Priority End Product Sync Queue Record State

Screenshot 2023-09-12 at 8 45 08 AM Screenshot 2023-07-17 at 1 22 09 PM

Batch Process Record State

Screenshot 2023-07-17 at 1 34 12 PM Screenshot 2023-07-17 at 1 34 30 PM

Metabase Views:

Priority EP Sync Metrics Dashboard - (Tier 4/EP Sync/Priority EP Sync Metrics Dashboard)

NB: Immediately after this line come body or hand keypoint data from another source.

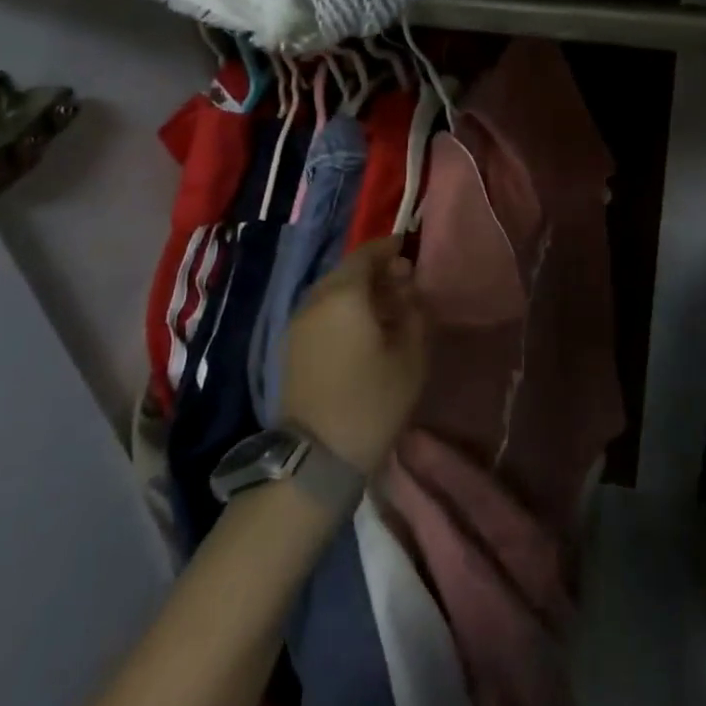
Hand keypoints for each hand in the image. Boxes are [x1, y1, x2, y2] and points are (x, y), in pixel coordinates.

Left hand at [280, 238, 429, 475]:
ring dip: (360, 292)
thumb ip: (414, 313)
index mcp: (344, 294)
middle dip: (376, 271)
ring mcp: (298, 324)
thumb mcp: (411, 356)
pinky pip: (322, 313)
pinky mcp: (291, 347)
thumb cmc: (372, 400)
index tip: (410, 249)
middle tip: (405, 282)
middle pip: (347, 271)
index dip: (389, 248)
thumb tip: (409, 291)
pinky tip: (365, 330)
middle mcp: (316, 300)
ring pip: (333, 292)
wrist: (317, 457)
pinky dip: (344, 310)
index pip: (367, 254)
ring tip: (388, 308)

  • Priority EP Sync Batch Process Duration in Seconds
SELECT to_char(bp.started_at, 'YYYY-MM-DD HH24:MI:SS') as started_at, to_char(bp.ended_at, 'YYYY-MM-DD HH24:MI:SS') as ended_at, EXTRACT(EPOCH FROM (ended_at - started_at)) AS duration_in_seconds, *
FROM batch_processes bp
WHERE batch_type = 'PriorityEpSyncBatchProcess'
ORDER BY duration_in_seconds desc
  • All Time Average Priority EP Sync Batch Process Duration in Seconds
SELECT AVG(EXTRACT(EPOCH FROM (bp.ended_at - bp.started_at))) AS avg_duration_in_seconds
FROM batch_processes bp
WHERE batch_type = 'PriorityEpSyncBatchProcess'
  • Last Week's Average Priority EP Sync Batch Process Duration in Seconds
SELECT AVG(EXTRACT(EPOCH FROM (bp.ended_at - bp.started_at))) AS last_week_avg_duration_in_seconds
FROM batch_processes bp
WHERE batch_type = 'PriorityEpSyncBatchProcess'
AND created_at >= CURRENT_DATE - 7
  • Two Weeks Ago's Average Priority EP Sync Batch Process Duration in Seconds
SELECT AVG(EXTRACT(EPOCH FROM (bp.ended_at - bp.started_at))) AS two_weeks_ago_avg_duration_in_seconds
FROM batch_processes bp
WHERE created_at >= CURRENT_DATE - 14
AND created_at <= CURRENT_DATE - 7
AND batch_type = 'PriorityEpSyncBatchProcess'
  • Last 24 Hour's Average Priority EP Sync Batch Process Duration in Seconds
SELECT AVG(EXTRACT(EPOCH FROM(bp.ended_at - bp.started_at))) AS one_day_avg_duration_in_seconds
FROM batch_processes bp
WHERE batch_type = 'PriorityEpSyncBatchProcess'
AND records_attempted = records_completed
AND created_at >+ CURRENT_DATE - 1
  • Total Number of PEPSQ Caseflow Stuck Records needing to be remediated
SELECT COUNT(*) as records_needing_remediation_count
FROM caseflow_stuck_records csr
WHERE remediated = false
AND stuck_record_type = 'PriorityEndProductSyncQueue'
  • Last 24 hour's Number of PEPSQ Caseflow Stuck Records needing remediation
SELECT COUNT(*)
FROM caseflow_stuck_records csr
WHERE stuck_record_type = 'PriorityEndProductSyncQueue'
AND remediated = false
AND determined_stuck_at >= CURRENT_DATE - 1
  • Priority End Product Sync Queue Audit EPE Search
SELECT *
FROM caseflow_audit.priority_end_product_sync_queue_audit
WHERE end_product_establishment_id = CAST({{end_product_establishment_id}} AS bigint)
  • Priority EP Sync Batch Processes containing Failed Records
SELECT bp.batch_id, bp.created_at, bp.records_attempted, bp.records_failed
FROM batch_processes bp
WHERE bp.batch_type = 'PriorityEpSyncBatchProcess'
AND records_failed > 0
  • Priority End Product Sync Queue Records that Failed to Sync Batch ID Search
SELECT * FROM priority_end_product_sync_queue
WHERE batch_id = {{batch_id}}::uuid
AND array_length(error_messages, 1) > 0

Tier 4 Metrics Dashboard - (Tier 4/EP Sync/Tier 4 Metrics Dashboard)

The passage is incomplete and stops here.